Objectives: The objectives are: (1) To assess diagnostic test characteristics of six alternative index tests compared with the selected reference standard-a standardized exercise challenge test (ECT) in patients with suspected exercise-induced bronchoconstriction or asthma (EIB/EIA); (2) to determine the efficacy of a single prophylactic dose of four pharmacologic and one nonpharmacologic interventions vs. placebo to attenuate EIB/EIA in patients with diagnosed EIB/EIA; and (3) to determine if regular daily treatment with short-acting or long-acting beta-agonists (SABA or LABA) causes patients with EIA to develop tachyphylaxis when additional prophylactic doses are used pre-exercise.

Data sources: A systematic and comprehensive literature search was conducted in 14 electronic databases (Diagnosis) and the Cochrane Airways Register (Therapy).

Review methods: Study selection, quality assessment, and data extraction were conducted independently by two reviewers.
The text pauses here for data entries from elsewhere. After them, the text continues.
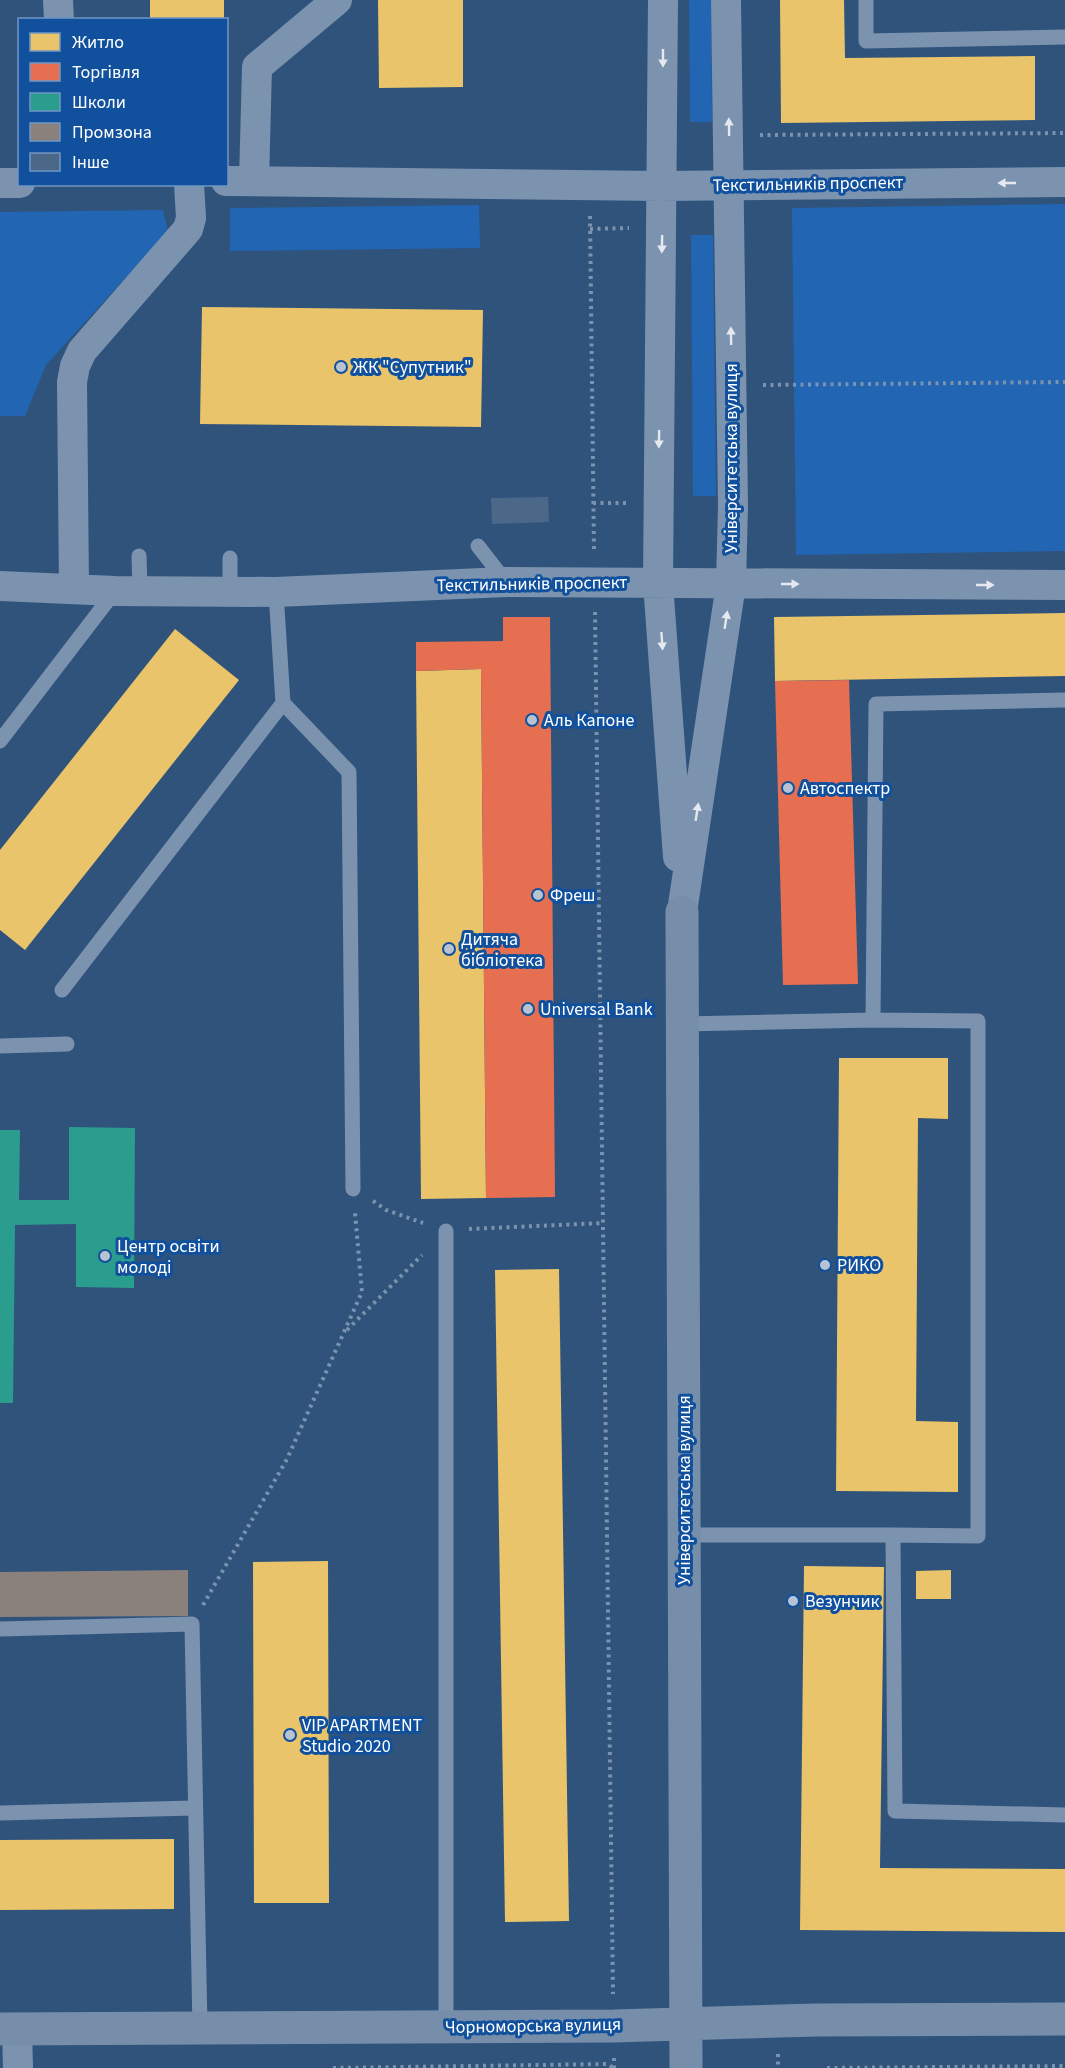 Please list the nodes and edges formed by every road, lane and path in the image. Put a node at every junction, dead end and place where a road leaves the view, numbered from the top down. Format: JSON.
{"nodes":[{"id":1,"x":58,"y":0,"type":"edge"},
{"id":2,"x":337,"y":0,"type":"edge"},
{"id":3,"x":663,"y":0,"type":"edge"},
{"id":4,"x":726,"y":0,"type":"edge"},
{"id":5,"x":866,"y":0,"type":"edge"},
{"id":6,"x":59,"y":18,"type":"edge"},
{"id":7,"x":1065,"y":37,"type":"edge"},
{"id":8,"x":1065,"y":133,"type":"edge"},
{"id":9,"x":729,"y":135,"type":"junction"},
{"id":10,"x":240,"y":181,"type":"edge"},
{"id":11,"x":1065,"y":182,"type":"edge"},
{"id":12,"x":0,"y":183,"type":"edge"},
{"id":13,"x":18,"y":183,"type":"edge"},
{"id":14,"x":728,"y":185,"type":"junction"},
{"id":15,"x":189,"y":186,"type":"edge"},
{"id":16,"x":590,"y":186,"type":"junction"},
{"id":17,"x":661,"y":186,"type":"junction"},
{"id":18,"x":1065,"y":382,"type":"edge"},
{"id":19,"x":759,"y":385,"type":"dead end"},
{"id":20,"x":478,"y":546,"type":"dead end"},
{"id":21,"x":139,"y":556,"type":"dead end"},
{"id":22,"x":230,"y":558,"type":"dead end"},
{"id":23,"x":506,"y":582,"type":"junction"},
{"id":24,"x":594,"y":583,"type":"junction"},
{"id":25,"x":658,"y":583,"type":"junction"},
{"id":26,"x":731,"y":584,"type":"junction"},
{"id":27,"x":1065,"y":585,"type":"edge"},
{"id":28,"x":0,"y":586,"type":"edge"},
{"id":29,"x":74,"y":589,"type":"junction"},
{"id":30,"x":127,"y":591,"type":"junction"},
{"id":31,"x":230,"y":591,"type":"junction"},
{"id":32,"x":276,"y":591,"type":"junction"},
{"id":33,"x":1065,"y":700,"type":"edge"},
{"id":34,"x":283,"y":703,"type":"junction"},
{"id":35,"x":0,"y":741,"type":"edge"},
{"id":36,"x":681,"y":912,"type":"junction"},
{"id":37,"x":63,"y":990,"type":"dead end"},
{"id":38,"x":873,"y":1020,"type":"junction"},
{"id":39,"x":683,"y":1024,"type":"junction"},
{"id":40,"x":67,"y":1044,"type":"dead end"},
{"id":41,"x":0,"y":1046,"type":"edge"},
{"id":42,"x":353,"y":1189,"type":"junction"},
{"id":43,"x":603,"y":1223,"type":"junction"},
{"id":44,"x":446,"y":1231,"type":"junction"},
{"id":45,"x":344,"y":1334,"type":"junction"},
{"id":46,"x":684,"y":1534,"type":"junction"},
{"id":47,"x":893,"y":1535,"type":"junction"},
{"id":48,"x":192,"y":1624,"type":"junction"},
{"id":49,"x":0,"y":1629,"type":"edge"},
{"id":50,"x":194,"y":1808,"type":"junction"},
{"id":51,"x":0,"y":1813,"type":"edge"},
{"id":52,"x":1065,"y":1815,"type":"edge"},
{"id":53,"x":1065,"y":2019,"type":"edge"},
{"id":54,"x":684,"y":2023,"type":"junction"},
{"id":55,"x":614,"y":2026,"type":"junction"},
{"id":56,"x":446,"y":2027,"type":"junction"},
{"id":57,"x":200,"y":2028,"type":"junction"},
{"id":58,"x":9,"y":2029,"type":"edge"},
{"id":59,"x":1065,"y":2066,"type":"edge"},
{"id":60,"x":18,"y":2068,"type":"edge"},
{"id":61,"x":333,"y":2068,"type":"edge"},
{"id":62,"x":614,"y":2068,"type":"edge"},
{"id":63,"x":686,"y":2068,"type":"edge"},
{"id":64,"x":827,"y":2068,"type":"edge"}],
"edges":[{"from":1,"to":6,"type":"street"},
{"from":2,"to":10,"type":"street"},
{"from":3,"to":17,"type":"street","name":"Університетська вулиця","one_way":true},
{"from":9,"to":4,"type":"street","name":"Університетська вулиця","one_way":true},
{"from":5,"to":7,"type":"lane"},
{"from":8,"to":9,"type":"path"},
{"from":9,"to":14,"type":"street","name":"Університетська вулиця"},
{"from":10,"to":16,"type":"street","name":"Текстильників проспект"},
{"from":11,"to":14,"type":"street","name":"Текстильників проспект","one_way":true},
{"from":12,"to":13,"type":"street"},
{"from":14,"to":17,"type":"street","name":"Текстильників проспект"},
{"from":26,"to":14,"type":"street","name":"Університетська вулиця","one_way":true},
{"from":15,"to":29,"type":"street"},
{"from":16,"to":17,"type":"street","name":"Текстильників проспект"},
{"from":16,"to":24,"type":"path"},
{"from":17,"to":25,"type":"street","name":"Університетська вулиця","one_way":true},
{"from":18,"to":19,"type":"path"},
{"from":20,"to":23,"type":"lane"},
{"from":21,"to":30,"type":"lane"},
{"from":22,"to":31,"type":"lane"},
{"from":23,"to":24,"type":"street","name":"Текстильників проспект"},
{"from":23,"to":32,"type":"street","name":"Текстильників проспект"},
{"from":24,"to":25,"type":"street","name":"Текстильників проспект"},
{"from":24,"to":43,"type":"path"},
{"from":25,"to":26,"type":"street","name":"Текстильників проспект"},
{"from":25,"to":36,"type":"street","name":"Університетська вулиця","one_way":true},
{"from":26,"to":27,"type":"street","name":"Текстильників проспект","one_way":true},
{"from":36,"to":26,"type":"street","name":"Університетська вулиця","one_way":true},
{"from":28,"to":29,"type":"street","name":"Текстильників проспект"},
{"from":29,"to":30,"type":"street","name":"Текстильників проспект"},
{"from":30,"to":31,"type":"street","name":"Текстильників проспект"},
{"from":30,"to":35,"type":"lane"},
{"from":31,"to":32,"type":"street","name":"Текстильників проспект"},
{"from":32,"to":34,"type":"lane"},
{"from":33,"to":38,"type":"lane"},
{"from":34,"to":37,"type":"lane"},
{"from":34,"to":42,"type":"lane"},
{"from":36,"to":39,"type":"street","name":"Університетська вулиця"},
{"from":38,"to":39,"type":"lane"},
{"from":38,"to":47,"type":"lane"},
{"from":39,"to":46,"type":"street","name":"Університетська вулиця"},
{"from":40,"to":41,"type":"lane"},
{"from":42,"to":44,"type":"path"},
{"from":42,"to":45,"type":"path"},
{"from":43,"to":44,"type":"path"},
{"from":43,"to":55,"type":"path"},
{"from":44,"to":45,"type":"path"},
{"from":44,"to":56,"type":"lane"},
{"from":45,"to":48,"type":"path"},
{"from":46,"to":47,"type":"lane"},
{"from":46,"to":54,"type":"street","name":"Університетська вулиця"},
{"from":47,"to":52,"type":"lane"},
{"from":48,"to":49,"type":"lane"},
{"from":48,"to":50,"type":"lane"},
{"from":50,"to":51,"type":"lane"},
{"from":50,"to":57,"type":"lane"},
{"from":53,"to":54,"type":"street","name":"Чорноморська вулиця"},
{"from":54,"to":55,"type":"street","name":"Чорноморська вулиця"},
{"from":54,"to":63,"type":"street","name":"Університетська вулиця"},
{"from":55,"to":56,"type":"street","name":"Чорноморська вулиця"},
{"from":55,"to":62,"type":"path"},
{"from":56,"to":57,"type":"street","name":"Чорноморська вулиця"},
{"from":57,"to":58,"type":"street","name":"Чорноморська вулиця"},
{"from":58,"to":60,"type":"street"},
{"from":59,"to":64,"type":"path"},
{"from":61,"to":62,"type":"path"}]}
The primary outcome was the maximum percent fall in the post-exercise forced expiratory volume in 1 second (percent fall FEV1). The diagnostic threshold for a positive ECT was a percent fall FEV1 of 10% or more. Sensitivity (SN) and specificity (SP) were calculated. For therapy, mean differences (MD) in the percent fall FEV1 and 95% confidence intervals (CI) (random effects model) were calculated. A positive MD indicates the intervention works better than the control.
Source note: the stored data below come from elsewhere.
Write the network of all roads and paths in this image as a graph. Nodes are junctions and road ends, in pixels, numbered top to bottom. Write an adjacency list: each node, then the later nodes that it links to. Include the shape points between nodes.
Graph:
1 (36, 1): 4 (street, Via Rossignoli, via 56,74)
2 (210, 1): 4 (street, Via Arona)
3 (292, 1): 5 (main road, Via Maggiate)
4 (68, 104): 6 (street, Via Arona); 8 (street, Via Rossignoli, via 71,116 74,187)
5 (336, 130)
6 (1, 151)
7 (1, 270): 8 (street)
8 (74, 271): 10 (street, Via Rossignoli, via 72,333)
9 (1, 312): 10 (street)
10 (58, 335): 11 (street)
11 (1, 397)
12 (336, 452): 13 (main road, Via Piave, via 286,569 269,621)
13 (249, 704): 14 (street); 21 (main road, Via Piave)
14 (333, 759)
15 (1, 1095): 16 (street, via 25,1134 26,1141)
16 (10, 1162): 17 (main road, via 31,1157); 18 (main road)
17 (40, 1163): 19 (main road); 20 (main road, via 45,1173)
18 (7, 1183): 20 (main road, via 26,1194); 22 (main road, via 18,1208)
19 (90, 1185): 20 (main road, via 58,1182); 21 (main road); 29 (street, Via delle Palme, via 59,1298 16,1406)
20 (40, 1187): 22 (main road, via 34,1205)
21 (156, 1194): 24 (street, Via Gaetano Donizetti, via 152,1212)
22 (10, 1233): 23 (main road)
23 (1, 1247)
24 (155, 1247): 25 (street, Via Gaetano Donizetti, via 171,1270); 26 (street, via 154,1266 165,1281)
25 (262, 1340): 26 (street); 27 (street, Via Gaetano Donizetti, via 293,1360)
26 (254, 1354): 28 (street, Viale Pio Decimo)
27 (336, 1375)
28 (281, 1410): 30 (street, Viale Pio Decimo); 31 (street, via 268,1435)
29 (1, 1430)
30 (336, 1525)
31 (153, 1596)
Results: For the diagnostic reviews, 5,318 citations yielded 28 relevant studies; for the therapy reviews, 1,634 citations yielded 109 relevant RCTs. Diagnostic test results versus ECT: self-reported history (2 studies) SN=36-8 percent; SP=85-86 percent; sport specific challenges (5 studies) SN=0-100 percent, SP=0-100 percent; eucapnic voluntary hyperpnea (7 studies) SN=25-90 percent, SP=0-71 percent; free running asthma screening test (3 studies) SN=60-67 percent, SP=47-67 percent; mannitol (3 studies) SN=58-96 percent, SP=65-78 percent. All SN and SP calculations indicated substantial heterogeneity that could not be explained by sensitivity or subgroup analyses. Therapy results: SABA offered greater protection than mast cell stabilizers (MCS) (12 studies); MD=6.8 (95 percent CI: 4.5, 9.2) but combining them offered no additional benefit; SABA versus MCS plus SABA (5 studies) MD=1.3 (95 percent CI: -6.3, 8.9). Leukotriene receptor antagonists (LTRA), MCS, ipratropium bromide, and interval warmup routines provided statistically significant attenuation of EIA when compared with placebo; inhaled corticosteroids (ICS) and other warmup routines did not. Single-dose intervention versus placebo results are: LTRA (9 studies) MD=8.9 (95 percent CI: 6.9, 11.0); MCS (nedocromil sodium) (17 studies) MD=15.6 (95 percent CI: 13.2, 18.2); interval warmup versus no warmup (4 studies) MD=10.6 (95 percent CI: 6.5, 14.7); ICS (4 studies) MD=5.0 (95 percent CI: 0.0, 9.9); continuous low intensity warmup versus no warmup (3 studies) MD=12.6 (95 percent CI: -1.5, 26.7); continuous high intensity warmup versus no warmup (2 studies) MD=9.8 (95 percent CI: -6.4, 26.0). After daily LABA (salmeterol) use for 3 to 4 weeks (4 studies), the percent fall FEV1 following an ECT at 2 and 4 weeks was greater than at day 1 in the LABA arm indicating that tachyphylaxis to prophylactic LABA use occurred. Daily SABA use for 1 week (1 study) also indicated development of tachyphylaxis. However, both LABA and SABA continued to have an attenuating effect on EIA.

Conclusions: Given the small number of studies comparing EIB/EIA diagnostic tests, the heterogeneity of the study populations, and the varied study methodologies, there is no clear evidence that any of the index tests are a suitable replacement for a standardized ECT to diagnose EIB/EIA in the general population. All bronchodilator agents and most anti-inflammatory agents when used as pretreatment are somewhat effective in attenuating the percent fall FEV1 associated with EIA.